**Exercise description**
Copy out only the span from the line with "Build a routing" to the end of the data, both ends kept, word for word.

────────────────────

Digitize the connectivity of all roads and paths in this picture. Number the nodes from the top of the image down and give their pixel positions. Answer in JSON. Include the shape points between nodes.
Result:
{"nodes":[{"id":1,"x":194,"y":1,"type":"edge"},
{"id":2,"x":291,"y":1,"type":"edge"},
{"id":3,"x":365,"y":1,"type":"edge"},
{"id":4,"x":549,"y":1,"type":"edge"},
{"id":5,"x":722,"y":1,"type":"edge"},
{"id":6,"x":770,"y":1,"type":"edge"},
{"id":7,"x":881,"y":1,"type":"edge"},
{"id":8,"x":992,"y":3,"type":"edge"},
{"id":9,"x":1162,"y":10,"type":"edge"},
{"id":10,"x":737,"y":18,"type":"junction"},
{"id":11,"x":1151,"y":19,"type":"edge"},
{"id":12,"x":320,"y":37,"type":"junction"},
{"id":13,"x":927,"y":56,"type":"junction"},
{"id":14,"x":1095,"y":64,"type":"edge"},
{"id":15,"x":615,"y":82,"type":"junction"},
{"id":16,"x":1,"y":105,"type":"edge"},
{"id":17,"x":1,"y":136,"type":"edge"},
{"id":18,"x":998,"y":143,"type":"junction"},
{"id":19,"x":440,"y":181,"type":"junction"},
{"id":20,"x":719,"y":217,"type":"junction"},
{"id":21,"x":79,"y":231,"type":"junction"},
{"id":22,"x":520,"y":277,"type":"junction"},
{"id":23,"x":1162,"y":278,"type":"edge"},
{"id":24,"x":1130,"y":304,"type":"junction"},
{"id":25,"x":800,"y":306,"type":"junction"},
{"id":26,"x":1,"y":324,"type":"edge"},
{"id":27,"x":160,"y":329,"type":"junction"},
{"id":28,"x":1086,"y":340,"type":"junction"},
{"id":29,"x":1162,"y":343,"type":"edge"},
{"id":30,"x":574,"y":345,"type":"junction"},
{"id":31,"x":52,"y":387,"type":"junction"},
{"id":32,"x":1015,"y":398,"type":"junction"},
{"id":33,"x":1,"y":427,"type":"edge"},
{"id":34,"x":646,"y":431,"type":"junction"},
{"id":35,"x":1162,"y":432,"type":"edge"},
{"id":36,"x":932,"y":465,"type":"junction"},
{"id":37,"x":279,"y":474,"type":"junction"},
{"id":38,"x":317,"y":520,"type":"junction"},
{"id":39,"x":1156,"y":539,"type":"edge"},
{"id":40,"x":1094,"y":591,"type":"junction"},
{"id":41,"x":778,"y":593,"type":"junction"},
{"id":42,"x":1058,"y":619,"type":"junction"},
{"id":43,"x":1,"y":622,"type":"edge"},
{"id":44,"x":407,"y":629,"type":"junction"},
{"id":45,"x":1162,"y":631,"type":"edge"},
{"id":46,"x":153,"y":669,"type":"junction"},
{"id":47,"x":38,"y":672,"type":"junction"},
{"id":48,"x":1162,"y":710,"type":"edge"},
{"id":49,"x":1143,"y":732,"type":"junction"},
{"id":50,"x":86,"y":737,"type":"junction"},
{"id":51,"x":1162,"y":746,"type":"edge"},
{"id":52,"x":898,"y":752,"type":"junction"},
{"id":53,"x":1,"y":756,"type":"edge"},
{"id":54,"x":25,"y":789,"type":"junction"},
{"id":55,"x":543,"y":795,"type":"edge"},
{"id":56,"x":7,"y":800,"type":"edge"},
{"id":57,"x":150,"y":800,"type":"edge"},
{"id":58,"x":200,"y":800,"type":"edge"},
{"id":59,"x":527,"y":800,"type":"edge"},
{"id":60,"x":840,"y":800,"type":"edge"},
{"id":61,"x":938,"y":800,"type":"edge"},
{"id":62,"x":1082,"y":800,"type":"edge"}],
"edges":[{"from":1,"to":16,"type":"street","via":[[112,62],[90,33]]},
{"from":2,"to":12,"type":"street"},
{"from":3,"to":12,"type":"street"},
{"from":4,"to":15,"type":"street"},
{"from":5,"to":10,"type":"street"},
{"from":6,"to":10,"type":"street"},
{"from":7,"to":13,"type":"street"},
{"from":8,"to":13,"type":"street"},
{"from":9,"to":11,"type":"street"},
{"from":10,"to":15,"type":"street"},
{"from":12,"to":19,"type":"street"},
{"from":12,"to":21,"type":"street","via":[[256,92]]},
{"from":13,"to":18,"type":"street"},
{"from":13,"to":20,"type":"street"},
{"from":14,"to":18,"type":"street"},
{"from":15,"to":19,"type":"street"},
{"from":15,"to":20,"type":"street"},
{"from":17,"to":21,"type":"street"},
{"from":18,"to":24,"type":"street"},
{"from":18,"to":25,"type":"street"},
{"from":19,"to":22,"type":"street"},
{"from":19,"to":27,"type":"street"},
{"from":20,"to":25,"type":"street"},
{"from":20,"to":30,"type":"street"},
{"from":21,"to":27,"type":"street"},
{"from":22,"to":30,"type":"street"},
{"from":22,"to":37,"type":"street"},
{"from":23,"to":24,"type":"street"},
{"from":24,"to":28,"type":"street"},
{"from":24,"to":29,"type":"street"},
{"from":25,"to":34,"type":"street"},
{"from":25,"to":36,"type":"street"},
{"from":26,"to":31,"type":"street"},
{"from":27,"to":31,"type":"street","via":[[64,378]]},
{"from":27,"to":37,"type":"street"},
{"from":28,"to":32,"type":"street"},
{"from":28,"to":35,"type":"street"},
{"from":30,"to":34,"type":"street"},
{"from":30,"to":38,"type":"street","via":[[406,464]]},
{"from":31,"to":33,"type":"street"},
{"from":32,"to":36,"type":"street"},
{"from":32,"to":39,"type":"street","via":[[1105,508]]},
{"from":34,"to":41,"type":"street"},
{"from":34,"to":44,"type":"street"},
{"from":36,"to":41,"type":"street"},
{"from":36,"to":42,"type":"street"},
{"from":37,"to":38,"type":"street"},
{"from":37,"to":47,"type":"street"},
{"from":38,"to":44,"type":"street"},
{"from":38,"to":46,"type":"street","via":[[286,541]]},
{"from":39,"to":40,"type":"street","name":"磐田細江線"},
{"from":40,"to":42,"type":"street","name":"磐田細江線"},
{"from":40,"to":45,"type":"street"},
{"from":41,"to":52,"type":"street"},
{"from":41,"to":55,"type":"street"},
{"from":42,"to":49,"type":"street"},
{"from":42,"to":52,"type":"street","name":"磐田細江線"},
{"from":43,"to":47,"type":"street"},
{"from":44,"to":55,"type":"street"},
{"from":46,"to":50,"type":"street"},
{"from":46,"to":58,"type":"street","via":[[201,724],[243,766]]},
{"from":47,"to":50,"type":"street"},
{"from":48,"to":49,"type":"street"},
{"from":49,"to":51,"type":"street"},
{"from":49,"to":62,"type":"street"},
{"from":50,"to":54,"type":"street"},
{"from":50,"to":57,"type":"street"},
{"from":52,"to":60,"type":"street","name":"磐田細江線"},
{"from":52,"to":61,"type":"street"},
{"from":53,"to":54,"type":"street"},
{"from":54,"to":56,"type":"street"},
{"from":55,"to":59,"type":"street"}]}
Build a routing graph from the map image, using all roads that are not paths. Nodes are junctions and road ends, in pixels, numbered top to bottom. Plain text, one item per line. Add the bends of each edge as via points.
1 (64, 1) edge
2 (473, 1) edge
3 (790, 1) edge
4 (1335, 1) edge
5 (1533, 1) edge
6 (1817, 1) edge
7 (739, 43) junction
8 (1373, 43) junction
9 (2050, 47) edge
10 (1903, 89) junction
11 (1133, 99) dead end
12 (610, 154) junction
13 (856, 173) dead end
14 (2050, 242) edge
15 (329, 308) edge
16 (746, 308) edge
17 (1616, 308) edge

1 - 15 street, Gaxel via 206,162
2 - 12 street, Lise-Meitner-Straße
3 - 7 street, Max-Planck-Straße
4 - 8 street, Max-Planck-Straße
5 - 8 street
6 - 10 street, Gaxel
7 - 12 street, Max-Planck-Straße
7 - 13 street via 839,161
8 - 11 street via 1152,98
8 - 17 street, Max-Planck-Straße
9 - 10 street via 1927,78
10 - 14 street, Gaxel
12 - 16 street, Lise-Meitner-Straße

────────────────────

**Solved problem**
Build a routing graph from the map image, using all roads that are not paths. Nodes are junctions and road ends, in pixels, numbered top to bottom. Plain text, one item per line. Add the bends of each edge as via points.
1 (64, 1) edge
2 (473, 1) edge
3 (790, 1) edge
4 (1335, 1) edge
5 (1533, 1) edge
6 (1817, 1) edge
7 (739, 43) junction
8 (1373, 43) junction
9 (2050, 47) edge
10 (1903, 89) junction
11 (1133, 99) dead end
12 (610, 154) junction
13 (856, 173) dead end
14 (2050, 242) edge
15 (329, 308) edge
16 (746, 308) edge
17 (1616, 308) edge

1 - 15 street, Gaxel via 206,162
2 - 12 street, Lise-Meitner-Straße
3 - 7 street, Max-Planck-Straße
4 - 8 street, Max-Planck-Straße
5 - 8 street
6 - 10 street, Gaxel
7 - 12 street, Max-Planck-Straße
7 - 13 street via 839,161
8 - 11 street via 1152,98
8 - 17 street, Max-Planck-Straße
9 - 10 street via 1927,78
10 - 14 street, Gaxel
12 - 16 street, Lise-Meitner-Straße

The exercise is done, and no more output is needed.